In This Article:
Malu Paper Mills (NSE:MALUPAPER) shareholders are no doubt pleased to see that the share price has had a great month, posting a 55% gain, recovering from prior weakness. But shareholders may not all be feeling jubilant, since the share price is still down 37% in the last year.
Assuming no other changes, a sharply higher share price makes a stock less attractive to potential buyers. In the long term, share prices tend to follow earnings per share, but in the short term prices bounce around in response to short term factors (which are not always obvious). The implication here is that deep value investors might steer clear when expectations of a company are too high. Perhaps the simplest way to get a read on investors' expectations of a business is to look at its Price to Earnings Ratio (PE Ratio). A high P/E implies that investors have high expectations of what a company can achieve compared to a company with a low P/E ratio.
See our latest analysis for Malu Paper Mills
How Does Malu Paper Mills's P/E Ratio Compare To Its Peers?
Malu Paper Mills's P/E of 7.85 indicates relatively low sentiment towards the stock. The image below shows that Malu Paper Mills has a lower P/E than the average (9.1) P/E for companies in the forestry industry.
This suggests that market participants think Malu Paper Mills will underperform other companies in its industry. Many investors like to buy stocks when the market is pessimistic about their prospects. If you consider the stock interesting, further research is recommended. For example, I often monitor director buying and selling.
How Growth Rates Impact P/E Ratios
P/E ratios primarily reflect market expectations around earnings growth rates. That's because companies that grow earnings per share quickly will rapidly increase the 'E' in the equation. That means even if the current P/E is high, it will reduce over time if the share price stays flat. A lower P/E should indicate the stock is cheap relative to others -- and that may attract buyers.
Malu Paper Mills's earnings made like a rocket, taking off 180% last year. The cherry on top is that the five year growth rate was an impressive 29% per year. So I'd be surprised if the P/E ratio was not above average.

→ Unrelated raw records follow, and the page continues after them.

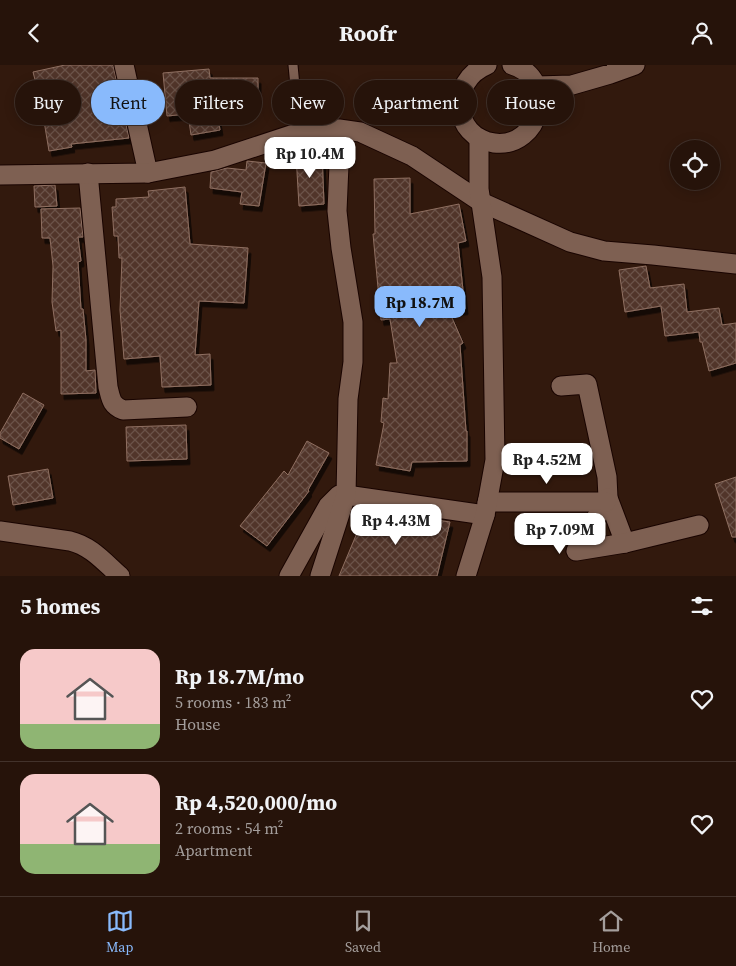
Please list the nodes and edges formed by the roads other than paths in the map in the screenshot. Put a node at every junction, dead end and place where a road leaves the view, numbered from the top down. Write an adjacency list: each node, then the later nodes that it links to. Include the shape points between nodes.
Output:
1 (124, 65): 13 (street)
2 (294, 65): 9 (lane)
3 (512, 65): 6 (street)
4 (635, 65): 7 (street)
5 (481, 66): 10 (street, via 461,90 459,104 469,129)
6 (532, 80)
7 (574, 84)
8 (533, 125): 10 (street, via 508,142 493,143)
9 (297, 133): 13 (street, via 215,159); 15 (street, via 324,128 360,132 412,156)
10 (479, 138): 15 (street)
11 (339, 165): 19 (street, via 337,211 354,322)
12 (88, 173): 13 (street); 14 (street); 18 (street, via 110,399 115,406 124,409)
13 (148, 173)
14 (0, 175)
15 (481, 202): 16 (street, via 570,242 604,251); 21 (street, via 492,277 495,396 495,460)
16 (736, 264)
17 (561, 386): 20 (street, via 587,384 608,477)
18 (187, 407)
19 (346, 495): 21 (street); 26 (street, via 339,495 328,506); 27 (street)
20 (607, 500): 21 (street); 24 (street); 24 (street, via 576,551)
21 (486, 509): 28 (street)
22 (699, 525): 24 (street)
23 (0, 531): 25 (street, via 81,543)
24 (625, 543)
25 (120, 576)
26 (289, 576)
27 (320, 576)
28 (466, 576)

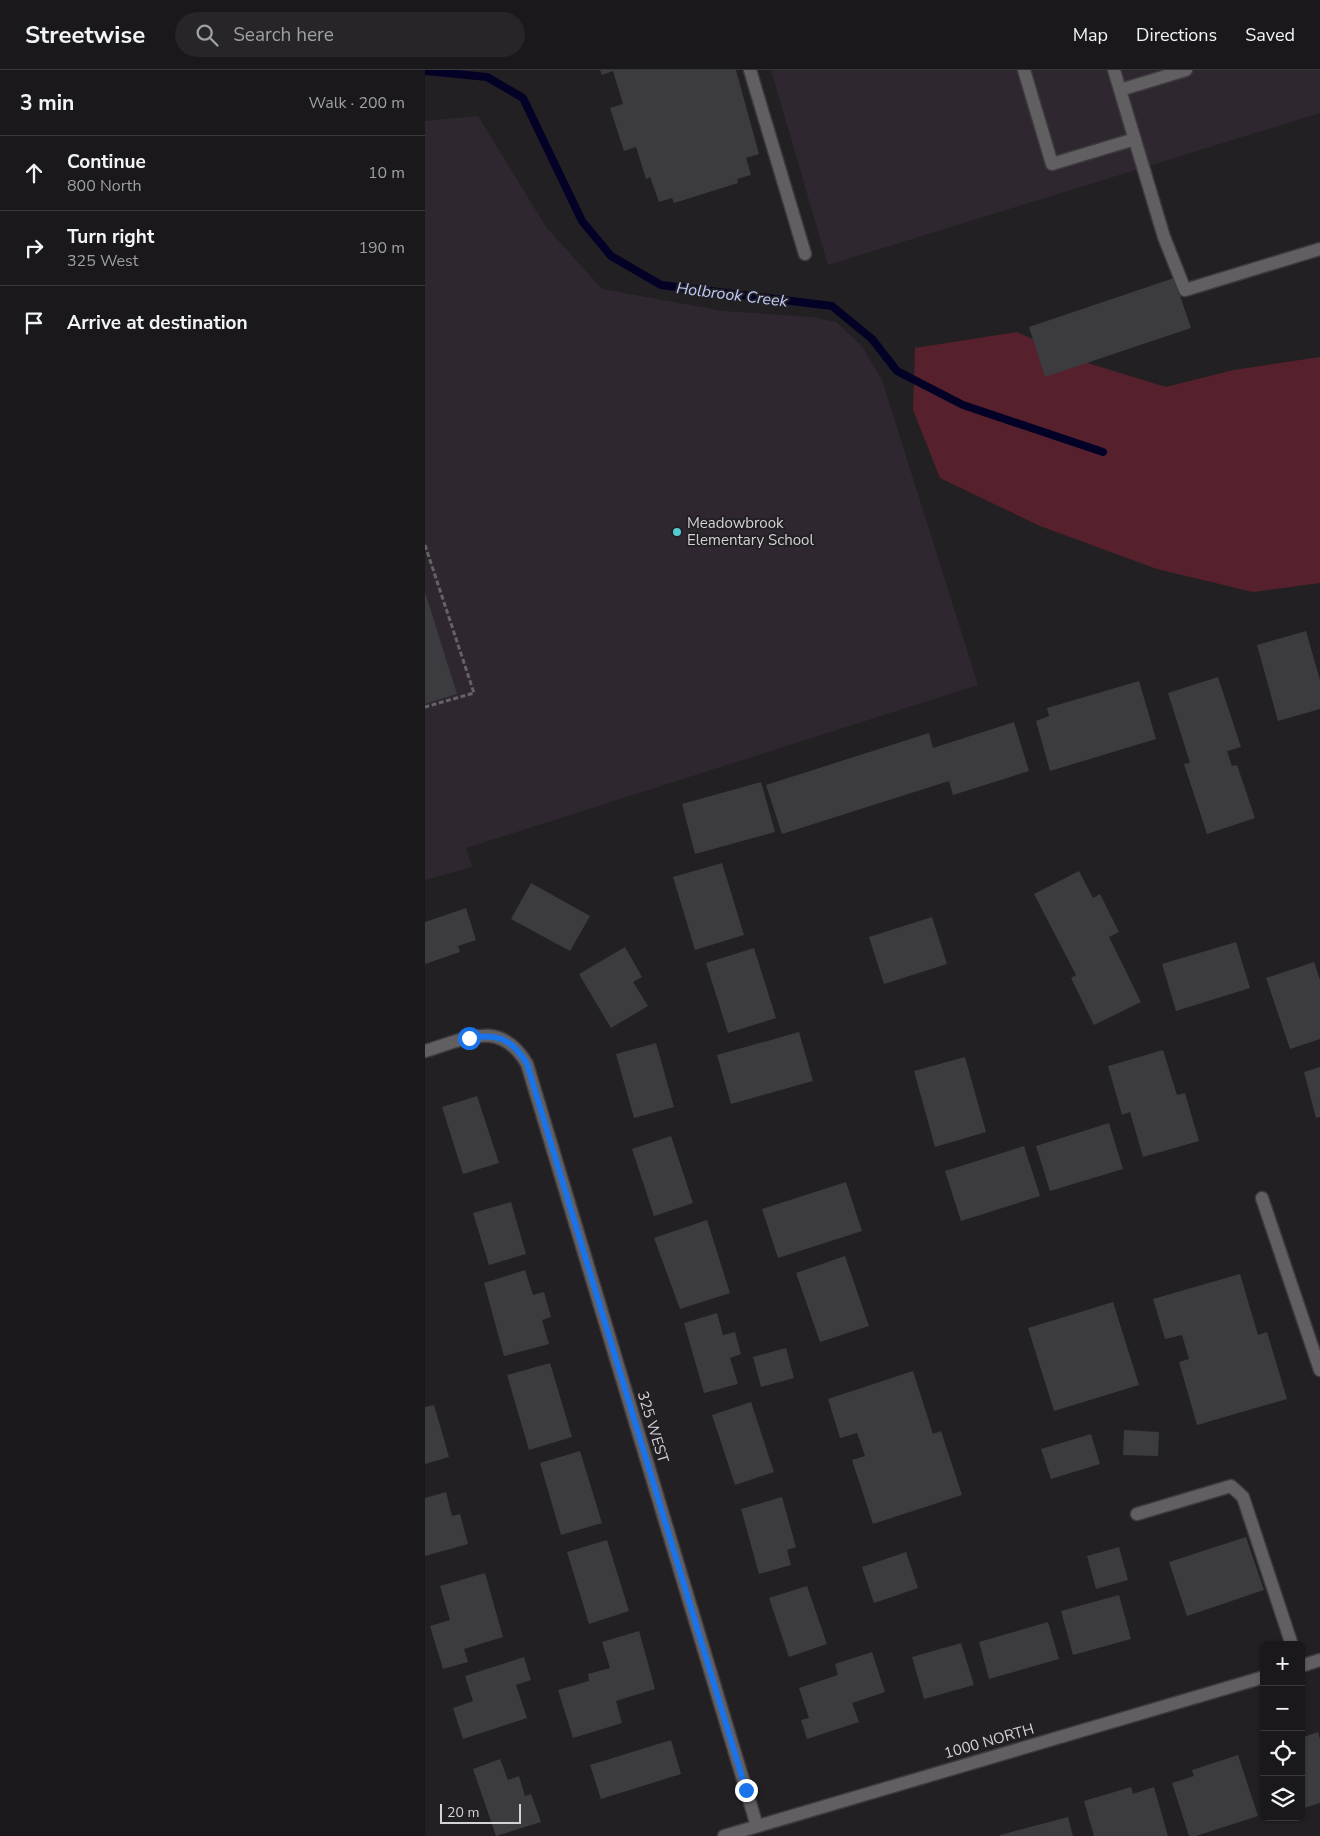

A Limitation: P/E Ratios Ignore Debt and Cash In The Bank
One drawback of using a P/E ratio is that it considers market capitalization, but not the balance sheet. In other words, it does not consider any debt or cash that the company may have on the balance sheet. The exact same company would hypothetically deserve a higher P/E ratio if it had a strong balance sheet, than if it had a weak one with lots of debt, because a cashed up company can spend on growth.